The door slammed shut, and he heard a
lock click with a loud thud that suggested it could imprison the
hounds of hell. A small sliver of light made its way in from a
small aperture at the back of the cell that he assumed must be
coming from outside.
Silent, bitter tears of impotent rage
marched down Tats’ face that night as he lay in nearly pitch black
darkness.
Chapter 5
“Get up!”
Tats awoke from a melancholy
sleep.
The processing officer stood before
him.
“On your feet, you!” he said, grabbing
Tats by the wrist and then prodding him out of the cell with his
club. Once out, another officer put a pair of shackles on Tats’
wrist.
“This way,” one of the officers
barked.
Tats was led back down the same hallway
he had traversed the prior day, reentered the same processing area,
and from there was taken upstairs. They went up several flights of
stairs, passing many uniformed officers in the process but no
prisoners.
On what seemed like the sixth
floor—Tats was still a bit too much in a state of shock to be
certain—the stairs ended, and so did their climb. They then began
marching down a hallway whose office doors bore important titles
such as “Captain Willis” and “Lieutenant Redsen.”

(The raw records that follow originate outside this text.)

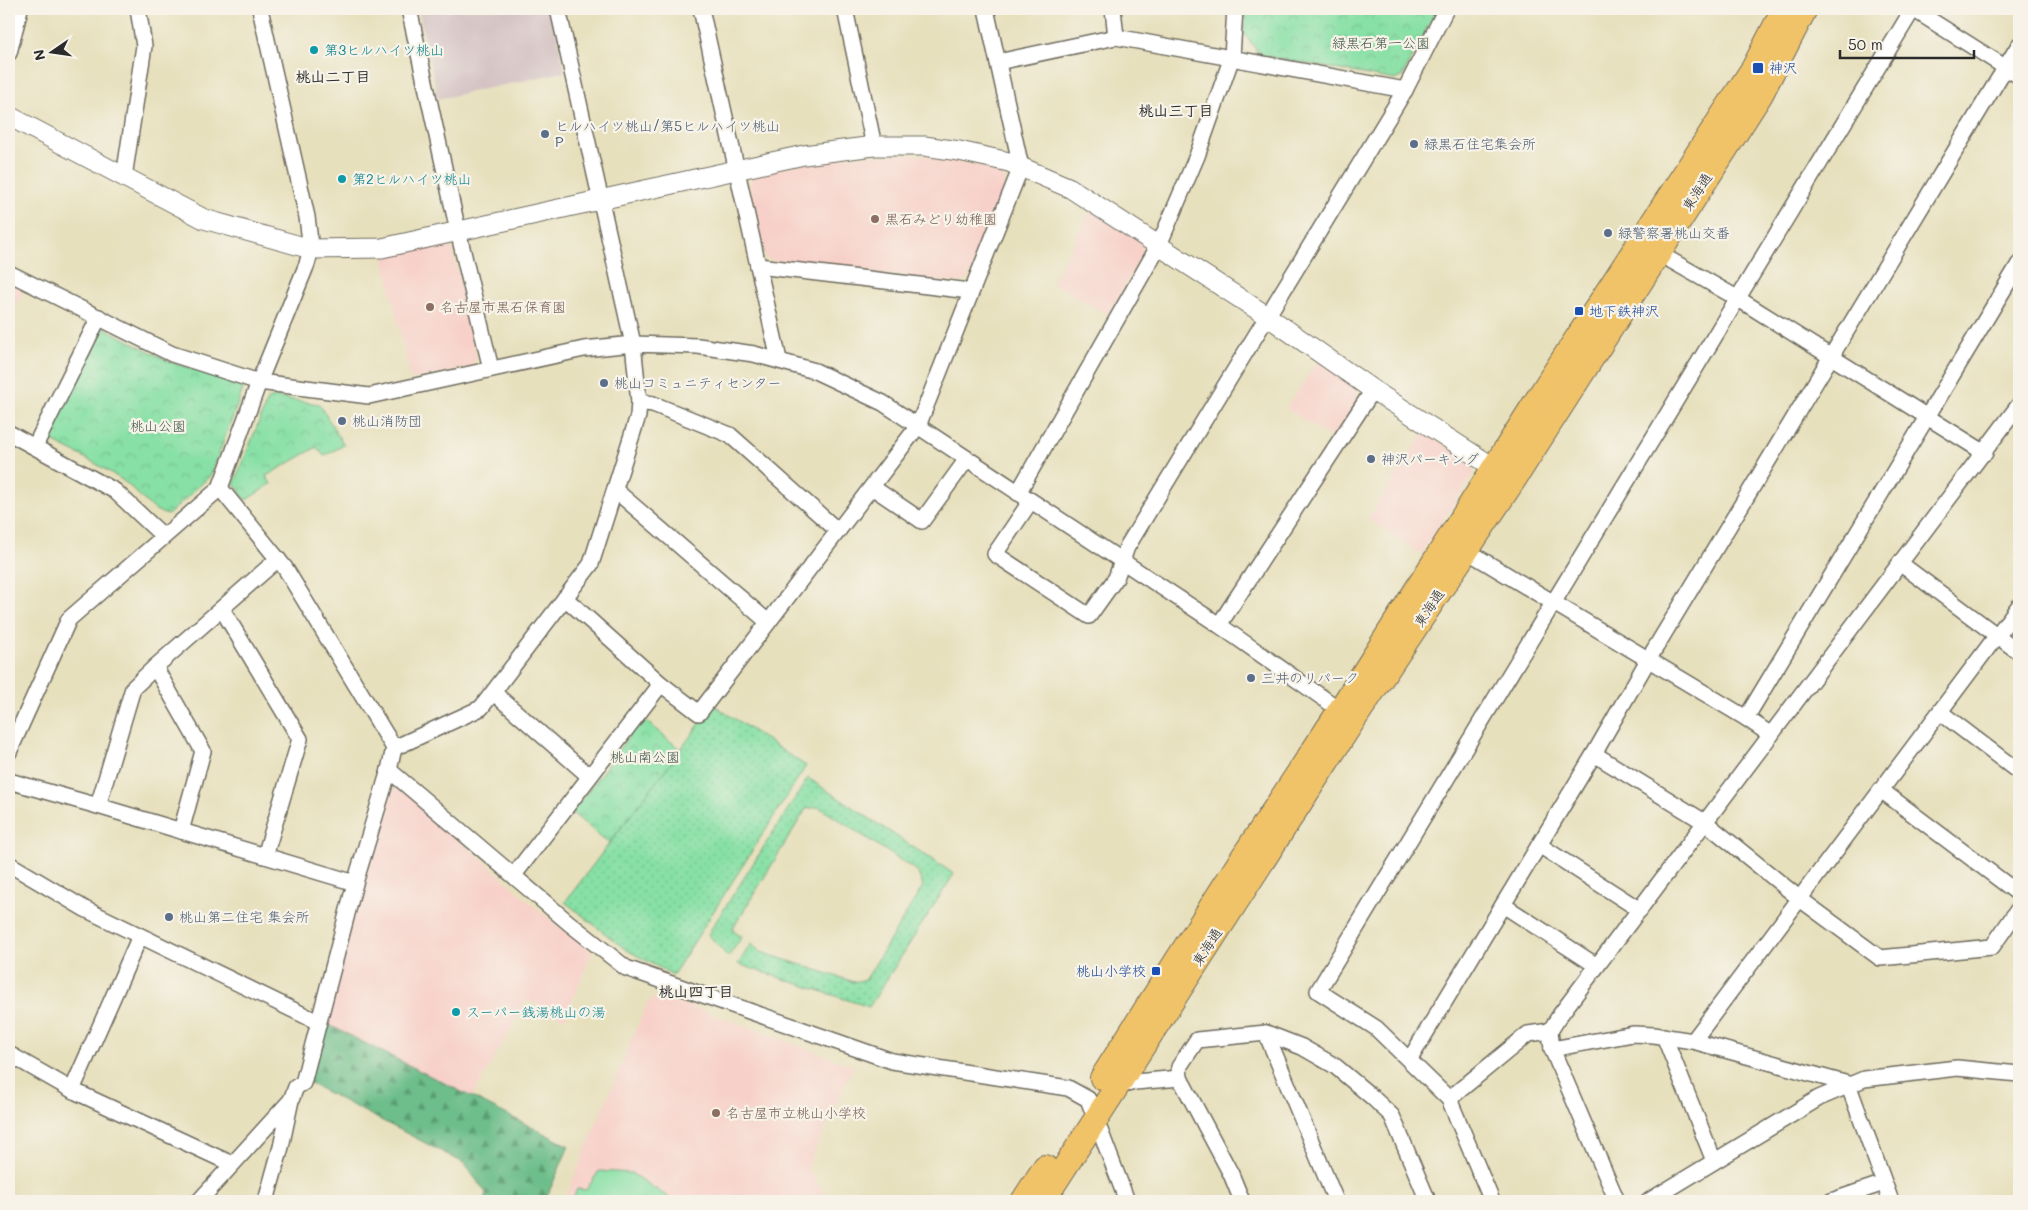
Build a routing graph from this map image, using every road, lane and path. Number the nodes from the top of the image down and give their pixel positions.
1 (20, 9) edge
2 (138, 9) edge
3 (260, 9) edge
4 (409, 9) edge
5 (558, 9) edge
6 (701, 9) edge
7 (845, 9) edge
8 (986, 9) edge
9 (1113, 9) edge
10 (1235, 9) edge
11 (1446, 9) edge
12 (1784, 9) edge
13 (1805, 9) edge
14 (1913, 9) edge
15 (1116, 36) junction
16 (2019, 45) edge
17 (9, 53) edge
18 (1232, 57) junction
19 (998, 62) junction
20 (2006, 68) junction
21 (2019, 76) edge
22 (1405, 90) junction
23 (9, 116) edge
24 (874, 146) junction
25 (1021, 167) junction
26 (736, 171) junction
27 (124, 177) junction
28 (601, 201) junction
29 (458, 231) junction
30 (1159, 245) junction
31 (1649, 248) junction
32 (311, 249) junction
33 (2019, 264) edge
34 (758, 266) junction
35 (9, 273) edge
36 (970, 292) junction
37 (1737, 298) junction
38 (1267, 316) junction
39 (99, 318) junction
40 (633, 344) junction
41 (1832, 358) junction
42 (779, 360) junction
43 (491, 369) junction
44 (260, 382) junction
45 (1373, 390) junction
46 (639, 402) junction
47 (2019, 405) edge
48 (1928, 416) junction
49 (918, 426) junction
50 (9, 433) edge
51 (35, 446) junction
52 (1985, 453) junction
53 (967, 459) junction
54 (1504, 474) junction
55 (872, 487) junction
56 (220, 488) junction
57 (615, 490) junction
58 (1018, 493) junction
59 (1030, 502) junction
60 (838, 531) junction
61 (163, 536) junction
62 (1467, 551) junction
63 (278, 559) junction
64 (1122, 561) junction
65 (1901, 564) junction
66 (565, 598) junction
67 (1554, 603) junction
68 (2019, 606) edge
69 (222, 609) junction
70 (768, 622) junction
71 (1219, 625) junction
72 (1997, 636) junction
73 (2019, 652) edge
74 (1648, 660) junction
75 (154, 667) junction
76 (661, 684) junction
77 (494, 693) junction
78 (1340, 710) junction
79 (1940, 712) junction
80 (1746, 718) junction
81 (1771, 735) junction
82 (10, 745) edge
83 (394, 748) junction
84 (1594, 754) junction
85 (389, 770) junction
86 (2019, 772) edge
87 (589, 776) junction
88 (9, 782) edge
89 (1881, 790) junction
90 (98, 806) junction
91 (1706, 823) junction
92 (181, 831) junction
93 (1539, 846) junction
94 (265, 856) junction
95 (9, 864) edge
96 (514, 875) junction
97 (355, 883) junction
98 (2019, 894) edge
99 (1800, 898) junction
100 (1503, 906) junction
101 (2019, 908) edge
102 (1640, 910) junction
103 (140, 936) junction
104 (1597, 966) junction
105 (318, 1022) junction
106 (1550, 1031) junction
107 (1266, 1033) junction
108 (1664, 1036) junction
109 (1692, 1041) junction
110 (1552, 1049) junction
111 (9, 1054) edge
112 (1410, 1060) junction
113 (2019, 1074) edge
114 (1180, 1078) junction
115 (1848, 1084) junction
116 (1116, 1087) junction
117 (72, 1090) junction
118 (1449, 1099) junction
119 (291, 1100) junction
120 (1092, 1109) junction
121 (1714, 1162) junction
122 (232, 1164) junction
123 (1884, 1183) junction
124 (199, 1201) edge
125 (266, 1201) edge
126 (1023, 1201) edge
127 (1043, 1201) edge
128 (1127, 1201) edge
129 (1242, 1201) edge
130 (1336, 1201) edge
131 (1428, 1201) edge
132 (1492, 1201) edge
133 (1617, 1201) edge
134 (1649, 1201) edge
135 (1831, 1201) edge
136 (1890, 1201) edge

1 - 17 street
2 - 27 street
3 - 32 street
4 - 29 street
5 - 28 street
6 - 26 street
7 - 24 street
8 - 19 street
9 - 15 street
10 - 18 street
11 - 22 street
12 - 31 main road, 東海通
13 - 31 main road, 東海通
14 - 20 street
14 - 37 street
15 - 18 street
15 - 19 street
16 - 20 street
18 - 22 street
18 - 30 street
19 - 25 street
20 - 21 street
20 - 41 street
22 - 38 street
23 - 27 street
24 - 25 street
24 - 26 street
25 - 30 street
25 - 36 street
26 - 28 street
26 - 34 street
27 - 32 street
28 - 29 street
28 - 40 street
29 - 32 street
29 - 43 street
30 - 38 street
30 - 58 street
31 - 37 street
31 - 54 main road, 東海通
32 - 44 street
33 - 48 street
34 - 36 street
34 - 42 street
35 - 39 street
36 - 49 street
37 - 41 street
37 - 67 street
38 - 45 street
38 - 64 street
39 - 44 street
39 - 51 street
40 - 42 street
40 - 43 street
40 - 46 street
41 - 48 street
41 - 74 street
42 - 49 street
43 - 44 street
44 - 56 street
45 - 54 street
45 - 71 street
46 - 57 street
46 - 60 street
47 - 52 street
48 - 52 street
48 - 80 street
49 - 53 street
49 - 55 street
50 - 51 street
51 - 61 street
52 - 65 street
53 - 55 street
53 - 58 street
54 - 62 main road, 東海通
54 - 78 main road, 東海通
55 - 60 street
56 - 61 street
56 - 63 street
57 - 66 street
57 - 70 street
58 - 59 street
59 - 64 street
59 - 64 street
60 - 70 street
61 - 82 street
62 - 67 street
62 - 116 main road, 東海通
63 - 69 street
63 - 83 street
64 - 71 street
65 - 72 street
65 - 81 street
66 - 76 street
66 - 77 street
67 - 74 street
67 - 112 street
68 - 72 street
69 - 75 street
69 - 94 street
70 - 76 street
71 - 78 street
72 - 73 street
72 - 79 street
74 - 80 street
74 - 84 street
75 - 90 street
75 - 92 street
76 - 87 street
77 - 83 street
77 - 87 street
78 - 120 main road, 東海通
79 - 86 street
79 - 89 street
80 - 81 street
81 - 91 street
83 - 85 street
84 - 91 street
84 - 93 street
85 - 96 street
85 - 97 street
87 - 96 street
88 - 90 street
89 - 98 street
89 - 99 street
90 - 92 street
91 - 99 street
91 - 102 street
92 - 94 street
93 - 100 street
93 - 102 street
94 - 97 street
95 - 103 street
96 - 120 street
97 - 105 street
99 - 101 street
99 - 109 street
100 - 104 street
100 - 112 street
102 - 104 street
103 - 105 street
103 - 117 street
104 - 106 street
105 - 119 street
106 - 110 street
106 - 118 street
107 - 114 street
107 - 130 street
107 - 131 street
108 - 109 street
108 - 110 street
108 - 121 street
109 - 115 street
110 - 133 street
111 - 117 street
112 - 118 street
113 - 115 street
114 - 116 street
114 - 129 street
115 - 121 street
115 - 123 street
116 - 120 main road, 東海通
117 - 122 street
118 - 132 street
119 - 122 street
119 - 125 street
120 - 126 main road, 東海通
120 - 127 main road, 東海通
120 - 128 street
121 - 134 street
122 - 124 street
123 - 135 street
123 - 136 street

But down the hallway they continued
without so much as a pause at any of these offices. Then, Tats
noticed a placard at the very end of the hallway becoming just
barely legible: “Chief Lloyd Benson.”
Tats gulped, as he braced himself for
what was surely to be a torrent of threats as to what would become
of him if he did not admit to everything once and for
all.
The door opened, giving way to an
opulent office.
A studious-looking man glanced up from
a pile of papers and said casually, “Un-cuff him and leave
us.”
“Chief?”
“Do it.”
Tats felt more confused than the
accompanying officers as they dutifully unfastened his cuffs and
left the room.
A brief silence reigned, as the chief
looked Tats up and down the way a fighter might to an unfamiliar
opponent.
“Sit down, Tats.”
Tats did as told.
Another awkward silence.
“Do you know why you’re
here?”
Tats felt the desired answer
was,
Because I got caught with a hundred
pounds of Smokeless Green
, but he opted to
just shake his head.
“Oh, come now, Tats. You didn’t become
the number two man in the number one crime outfit in this city by
being dimwitted.”
Tats began to wonder what the right
answer might be to this seemingly trick question.

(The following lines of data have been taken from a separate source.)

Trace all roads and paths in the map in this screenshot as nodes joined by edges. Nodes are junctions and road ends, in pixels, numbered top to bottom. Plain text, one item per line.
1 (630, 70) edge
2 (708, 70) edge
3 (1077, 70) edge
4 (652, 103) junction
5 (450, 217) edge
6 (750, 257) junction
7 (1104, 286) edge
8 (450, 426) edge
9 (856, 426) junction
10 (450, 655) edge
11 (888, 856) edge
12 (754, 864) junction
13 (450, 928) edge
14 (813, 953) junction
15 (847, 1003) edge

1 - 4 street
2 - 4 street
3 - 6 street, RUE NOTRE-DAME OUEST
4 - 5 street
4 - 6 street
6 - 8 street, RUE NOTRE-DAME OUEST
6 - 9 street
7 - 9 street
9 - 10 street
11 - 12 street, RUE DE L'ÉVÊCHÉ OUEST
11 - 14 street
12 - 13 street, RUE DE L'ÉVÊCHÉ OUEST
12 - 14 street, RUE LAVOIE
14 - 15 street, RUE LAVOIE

“I’ll help you. It’s not because you’re
selling Smokeless Green . . . at least, that’s not the whole
reason.”
Tats knew he was at a complete loss as
to what the chief was getting at, so he decided to grant him a bit
of transparency.
“I’m afraid I don’t understand,
sir.”
“No, you don’t, do you?” the chief said
as he stood and sauntered lazily towards the window like a man
without a care in the world. He looked out for a long moment,
before turning back to Tats.
“That’s the problem . . .
you
don’t
know. You
don’t know how things work around here.”
Feeling like he had little to lose,
given the amount of time he was already looking at, Tats took a
verbal plunge into an abyss, mentally ready for a sharp
rebuke.
“Is it about money, sir?”
The chief looked at him long and
hard.
“You know something, Tats. This
situation may not be quite as hopeless as I feared when I asked my
men to bring you up here.”
Tats felt a huge weight slip off his
back.
“But you’re wrong if you think a bit of
money from you is going to make this whole thing go
away.”
The chief moved closer and sat on top
of his desk, looking down on Tats, resembling a viper ready to
strike.
“I don’t normally waste my time
discussing business matters with anyone in subordinate status.

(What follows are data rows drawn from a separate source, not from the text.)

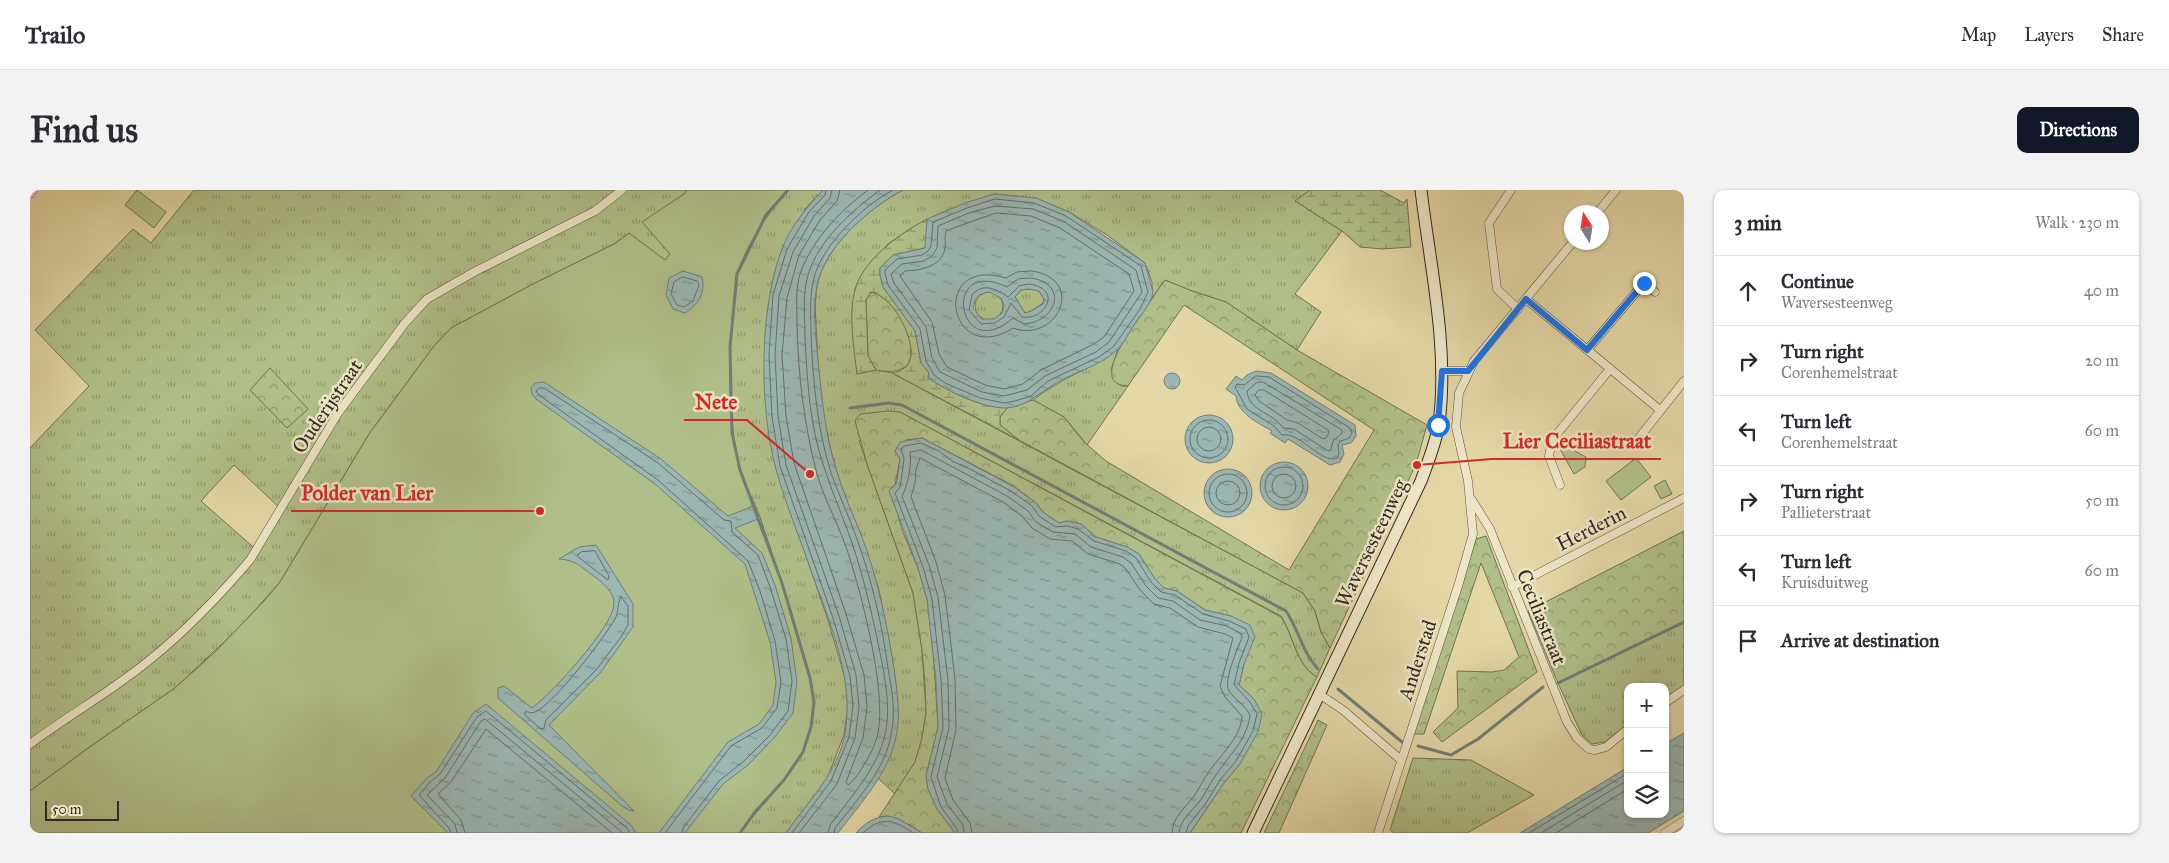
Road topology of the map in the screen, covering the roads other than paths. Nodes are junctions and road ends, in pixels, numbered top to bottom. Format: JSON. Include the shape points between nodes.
{"nodes":[{"id":1,"x":32,"y":190,"type":"edge"},
{"id":2,"x":622,"y":190,"type":"edge"},
{"id":3,"x":1421,"y":190,"type":"edge"},
{"id":4,"x":1511,"y":190,"type":"edge"},
{"id":5,"x":1616,"y":190,"type":"edge"},
{"id":6,"x":30,"y":194,"type":"edge"},
{"id":7,"x":1604,"y":205,"type":"edge"},
{"id":8,"x":1566,"y":250,"type":"edge"},
{"id":9,"x":1655,"y":292,"type":"dead end"},
{"id":10,"x":1526,"y":299,"type":"junction"},
{"id":11,"x":1518,"y":309,"type":"junction"},
{"id":12,"x":1587,"y":350,"type":"junction"},
{"id":13,"x":1610,"y":369,"type":"junction"},
{"id":14,"x":1442,"y":371,"type":"junction"},
{"id":15,"x":1468,"y":371,"type":"junction"},
{"id":16,"x":1684,"y":381,"type":"edge"},
{"id":17,"x":1660,"y":410,"type":"junction"},
{"id":18,"x":1634,"y":444,"type":"dead end"},
{"id":19,"x":1560,"y":485,"type":"dead end"},
{"id":20,"x":1470,"y":496,"type":"junction"},
{"id":21,"x":1684,"y":498,"type":"edge"},
{"id":22,"x":1512,"y":586,"type":"junction"},
{"id":23,"x":1684,"y":690,"type":"edge"},
{"id":24,"x":1319,"y":694,"type":"junction"},
{"id":25,"x":1669,"y":700,"type":"edge"},
{"id":26,"x":1624,"y":732,"type":"edge"},
{"id":27,"x":30,"y":744,"type":"edge"},
{"id":28,"x":1401,"y":760,"type":"junction"},
{"id":29,"x":1684,"y":821,"type":"edge"},
{"id":30,"x":1253,"y":833,"type":"edge"},
{"id":31,"x":1378,"y":833,"type":"edge"},
{"id":32,"x":1665,"y":833,"type":"edge"}],
"edges":[{"from":1,"to":6,"type":"street"},
{"from":2,"to":27,"type":"street","name":"Ouderijstraat","via":[[595,211],[427,299],[405,322],[338,413],[250,560],[236,576],[152,659]]},
{"from":3,"to":14,"type":"main road","name":"Waversesteenweg"},
{"from":4,"to":11,"type":"street","via":[[1489,224],[1497,289]]},
{"from":5,"to":7,"type":"street"},
{"from":8,"to":10,"type":"street","name":"Ceciliastraat"},
{"from":9,"to":12,"type":"street","via":[[1644,283]]},
{"from":10,"to":11,"type":"street","name":"Ceciliastraat"},
{"from":10,"to":12,"type":"street"},
{"from":11,"to":15,"type":"street","name":"Ceciliastraat"},
{"from":12,"to":13,"type":"street"},
{"from":13,"to":17,"type":"street"},
{"from":13,"to":19,"type":"street","via":[[1552,440],[1549,456]]},
{"from":14,"to":15,"type":"street"},
{"from":14,"to":24,"type":"main road","name":"Waversesteenweg","via":[[1438,425],[1421,481]]},
{"from":15,"to":20,"type":"street","name":"Ceciliastraat","via":[[1459,393],[1456,415]]},
{"from":16,"to":17,"type":"street"},
{"from":17,"to":18,"type":"street"},
{"from":20,"to":22,"type":"street","name":"Ceciliastraat","via":[[1490,529]]},
{"from":20,"to":28,"type":"street","name":"Anderstad","via":[[1473,524],[1470,546]]},
{"from":21,"to":22,"type":"street","name":"Herderin"},
{"from":22,"to":26,"type":"street","name":"Ceciliastraat","via":[[1567,722],[1578,738],[1589,749],[1601,749]]},
{"from":23,"to":25,"type":"street"},
{"from":24,"to":28,"type":"street","via":[[1343,710]]},
{"from":24,"to":30,"type":"main road","name":"Waversesteenweg"},
{"from":28,"to":31,"type":"street","name":"Anderstad"},
{"from":29,"to":32,"type":"street"}]}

Sovereigns ought to talk to sovereigns, should they not?” the chief
inquired with a steely gaze.
Tats felt his world collapse around
him. He wasn’t going to roll on Mr. Brass. Not a chance.
“I can’t tell you who he is, sir. I’ll
do the time. We’re done talking.”
“HAA!!!!” the chief exclaimed with
genuine amusement.
“How old are you, son?”
“Twenty-two, sir,” Tats replied, not
liking the reference to a paternal relationship one bit.
“I’ll forgive you some of your
stupidity on account of your youth,” the chief said with what
seemed like genuine pleasure.
Then he drew near, placing himself
almost eyeball to eyeball with Tats.
“Do you really think I need YOU to tell
me who your boss is?” the chief asked, with a look of sincere
offense on his face.
“This is my town,” he said, in a low
growl. “Your boss is Mr. Brass.”
Tats gulped.
“But, on the other hand,” the chief
began, his tone immediately turning cordial, “you’re not entirely
stupid for thinking I have less information about him than I would
like. Your boss is one elusive fellow. Something tells me I might
know as much about him as you do, maybe more,” he said, but with
his eyes scanning every square inch of Tats’ face for the answers
criminals so often give even when they refuse to do so with their
tongues.
“I think Mr. Brass is either a
professional boxer or used to be,” he added, still scanning Tats’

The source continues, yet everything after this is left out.